A bill has been passed in the Faroese parliament the Løgting to curb the ability of non-resident foreigners to buy up property in the Faroe Islands. The ability of foreigners to purchase real estate in the islands has thus been restricted by law.

During his Ólavsøka address to the Faroese parliament in July 2020, Prime Minister Bárður á Steig Nielsen said that the government intended to present a legislative proposal with that aim.

The Prime Minister recently expressed his concern over what is reportedly a growing interest among foreigners to buy property in the Faroe Islands. “I think the purpose of introducing [new] regulations in this area should be about securing that those who own property in the Faroe Islands are [genuinely] connected to the Faroe Islands,” he stated earlier in reply to a parliamentary question. 

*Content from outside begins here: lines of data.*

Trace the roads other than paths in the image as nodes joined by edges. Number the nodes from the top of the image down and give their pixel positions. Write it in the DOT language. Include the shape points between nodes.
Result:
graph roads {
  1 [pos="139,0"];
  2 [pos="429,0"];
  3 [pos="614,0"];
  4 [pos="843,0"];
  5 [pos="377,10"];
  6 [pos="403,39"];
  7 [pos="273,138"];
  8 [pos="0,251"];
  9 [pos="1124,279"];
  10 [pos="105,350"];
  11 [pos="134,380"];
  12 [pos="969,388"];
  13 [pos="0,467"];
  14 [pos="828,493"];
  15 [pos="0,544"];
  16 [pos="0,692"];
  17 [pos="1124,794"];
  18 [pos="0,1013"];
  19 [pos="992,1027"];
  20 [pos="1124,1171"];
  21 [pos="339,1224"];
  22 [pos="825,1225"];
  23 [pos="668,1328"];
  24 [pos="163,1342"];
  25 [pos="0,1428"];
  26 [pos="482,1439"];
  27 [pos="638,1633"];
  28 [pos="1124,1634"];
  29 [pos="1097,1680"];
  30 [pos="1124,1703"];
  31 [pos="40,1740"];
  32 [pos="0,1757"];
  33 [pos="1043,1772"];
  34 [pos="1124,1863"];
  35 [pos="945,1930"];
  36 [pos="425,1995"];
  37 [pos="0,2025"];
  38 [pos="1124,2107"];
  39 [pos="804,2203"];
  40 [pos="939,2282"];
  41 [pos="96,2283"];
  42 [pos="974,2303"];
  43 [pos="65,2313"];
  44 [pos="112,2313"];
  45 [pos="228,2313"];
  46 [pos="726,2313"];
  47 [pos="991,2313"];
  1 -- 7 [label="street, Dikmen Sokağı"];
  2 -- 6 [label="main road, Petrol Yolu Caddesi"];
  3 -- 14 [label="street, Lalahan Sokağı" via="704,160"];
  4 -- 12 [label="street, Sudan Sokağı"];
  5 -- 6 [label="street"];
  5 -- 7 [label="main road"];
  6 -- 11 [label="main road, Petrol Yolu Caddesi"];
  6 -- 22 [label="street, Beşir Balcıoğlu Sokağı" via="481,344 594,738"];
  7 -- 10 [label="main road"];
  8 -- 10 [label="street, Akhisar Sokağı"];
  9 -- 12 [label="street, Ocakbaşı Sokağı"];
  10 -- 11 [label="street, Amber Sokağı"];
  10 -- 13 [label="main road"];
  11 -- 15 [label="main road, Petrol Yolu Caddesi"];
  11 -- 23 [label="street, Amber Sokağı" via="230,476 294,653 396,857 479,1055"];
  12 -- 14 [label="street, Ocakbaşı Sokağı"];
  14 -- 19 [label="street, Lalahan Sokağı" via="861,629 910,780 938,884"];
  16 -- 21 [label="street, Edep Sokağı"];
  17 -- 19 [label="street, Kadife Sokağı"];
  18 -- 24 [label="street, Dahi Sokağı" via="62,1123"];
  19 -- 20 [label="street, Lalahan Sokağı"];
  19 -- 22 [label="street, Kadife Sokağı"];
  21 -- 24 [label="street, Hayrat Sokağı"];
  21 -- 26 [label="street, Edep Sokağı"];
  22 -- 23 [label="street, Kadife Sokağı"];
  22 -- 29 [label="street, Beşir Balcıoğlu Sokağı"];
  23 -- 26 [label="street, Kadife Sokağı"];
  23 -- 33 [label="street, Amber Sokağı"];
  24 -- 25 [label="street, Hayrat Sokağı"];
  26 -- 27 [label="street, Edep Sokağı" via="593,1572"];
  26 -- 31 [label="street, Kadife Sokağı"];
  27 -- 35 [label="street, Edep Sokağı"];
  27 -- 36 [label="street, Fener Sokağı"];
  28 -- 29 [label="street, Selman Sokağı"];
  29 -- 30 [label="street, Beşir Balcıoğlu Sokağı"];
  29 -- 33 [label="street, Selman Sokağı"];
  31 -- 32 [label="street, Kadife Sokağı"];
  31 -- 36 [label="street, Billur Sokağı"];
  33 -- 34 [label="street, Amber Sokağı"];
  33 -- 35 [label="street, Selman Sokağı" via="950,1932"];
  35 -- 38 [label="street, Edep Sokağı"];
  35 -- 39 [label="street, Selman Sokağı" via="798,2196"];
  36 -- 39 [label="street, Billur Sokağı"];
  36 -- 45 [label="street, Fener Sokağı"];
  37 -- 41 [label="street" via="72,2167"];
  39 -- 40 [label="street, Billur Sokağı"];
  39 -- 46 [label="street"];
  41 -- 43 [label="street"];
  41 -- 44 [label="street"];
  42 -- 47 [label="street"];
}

With the ‘Parliamentary Act on Purchase of Real Estate in the Faroe Islands’ now signed into law, foreigners require a specific, government-issued purchase permit to buy property in the Faroe Islands. 

“With [the passing of this legislation] the total number of persons able to buy property without a purchase permit from the Government reduced from 8 billion to 6 million,” a statement from the Prime Minister’s Office read.

“Henceforth, foreigners can buy property in the Faroe Islands only with a permit from the Government,” the statement further noted, adding: “People living in the Faroe Islands, or who have lived here yearlier [as residents] for at least 5 years, can still buy property here without a permit from the Government. The same principle applies to Danish citizens who have lived in other parts of the Kingdom [of Denmark] for at least 5 years. The purpose of this [legislation] is to make sure in the Faroe Islands that citizens [of the Kingdom of Denmark] resident in the other parts of the Kingdom enjoy the the same rights as residents of the Faroe Islands enjoy in the other parts of the Kingdom [i.e. Denmark and Greenland].”

“Companies headquartered in the Faroe Islands are also eligible to buy property in the Faroe Islands without a purchase permit from the government,” the statement added, however, on condition that such companies be “operated from within the Faroe Islands.”